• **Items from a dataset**
--------------------

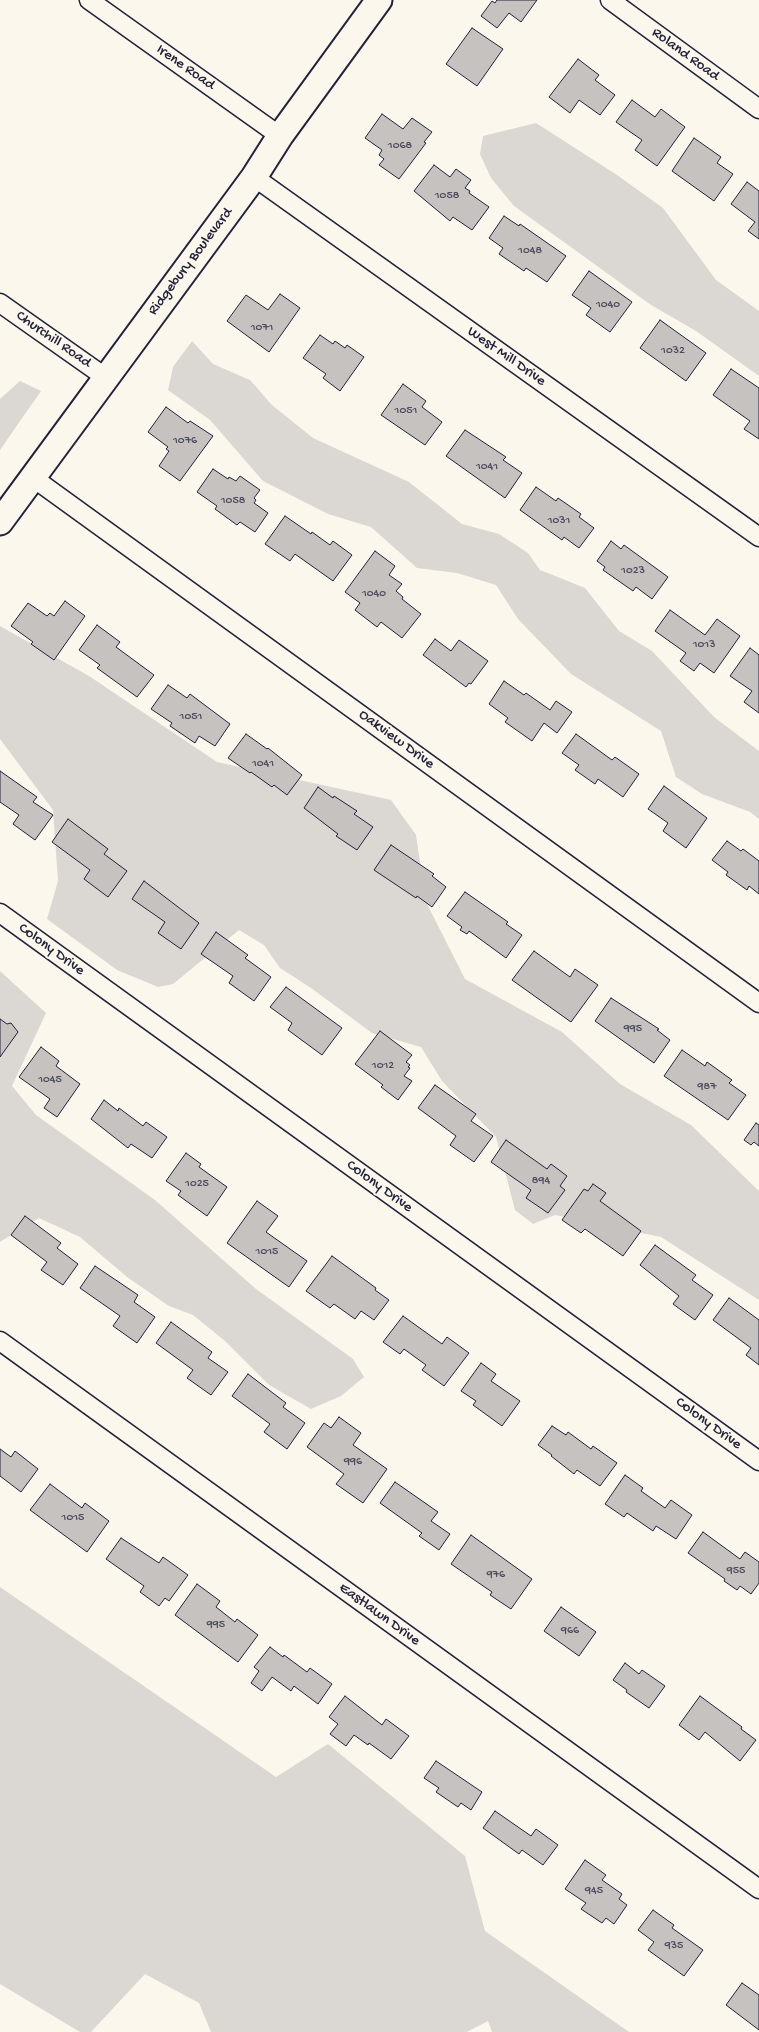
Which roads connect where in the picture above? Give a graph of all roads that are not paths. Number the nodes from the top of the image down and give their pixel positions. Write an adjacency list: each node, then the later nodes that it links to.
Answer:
1 (89, 0): 5 (street, Irene Road)
2 (379, 0): 5 (street, Ridgebury Boulevard)
3 (610, 0): 4 (street, Roland Road)
4 (759, 109)
5 (280, 136): 6 (street, Ridgebury Boulevard)
6 (254, 177): 8 (street, Ridgebury Boulevard); 11 (street, West Mill Drive)
7 (0, 303): 8 (street, Churchill Road)
8 (105, 377): 9 (street, Ridgebury Boulevard)
9 (32, 477): 10 (street, Ridgebury Boulevard); 13 (street, Oakview Drive)
10 (0, 522)
11 (759, 537)
12 (0, 913): 15 (street, Colony Drive)
13 (759, 1003)
14 (0, 1341): 16 (street, Eastlawn Drive)
15 (759, 1461)
16 (759, 1889)

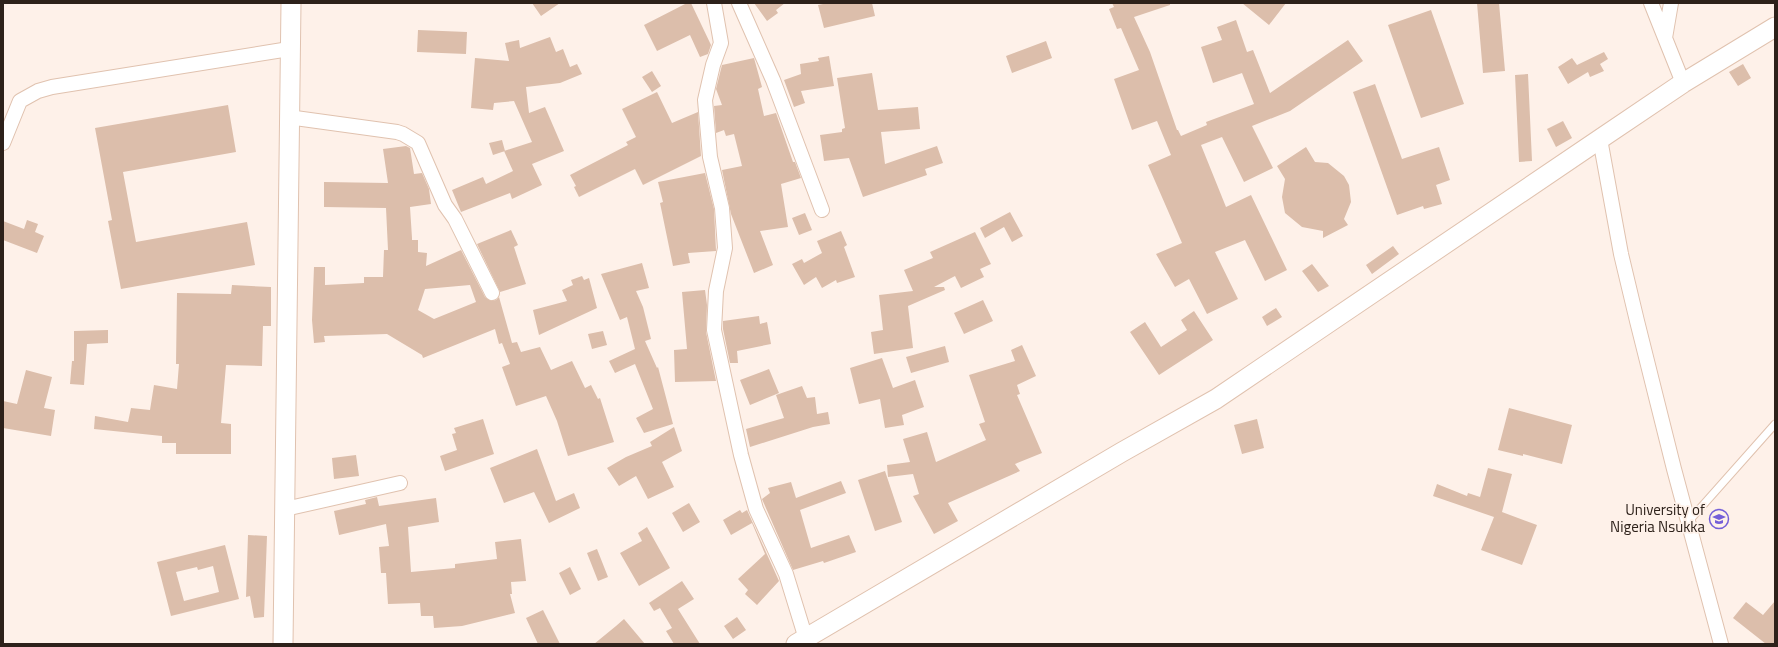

--------------------

• **What is needed**
Every line above is to be returned exactly, with its pictures removed.

• **Response to this exercise**
Which roads connect where in the picture above? Give a graph of all roads that are not paths. Number the nodes from the top of the image down and give their pixel positions. Write an adjacency list: each node, then the later nodes that it links to.
Answer:
1 (89, 0): 5 (street, Irene Road)
2 (379, 0): 5 (street, Ridgebury Boulevard)
3 (610, 0): 4 (street, Roland Road)
4 (759, 109)
5 (280, 136): 6 (street, Ridgebury Boulevard)
6 (254, 177): 8 (street, Ridgebury Boulevard); 11 (street, West Mill Drive)
7 (0, 303): 8 (street, Churchill Road)
8 (105, 377): 9 (street, Ridgebury Boulevard)
9 (32, 477): 10 (street, Ridgebury Boulevard); 13 (street, Oakview Drive)
10 (0, 522)
11 (759, 537)
12 (0, 913): 15 (street, Colony Drive)
13 (759, 1003)
14 (0, 1341): 16 (street, Eastlawn Drive)
15 (759, 1461)
16 (759, 1889)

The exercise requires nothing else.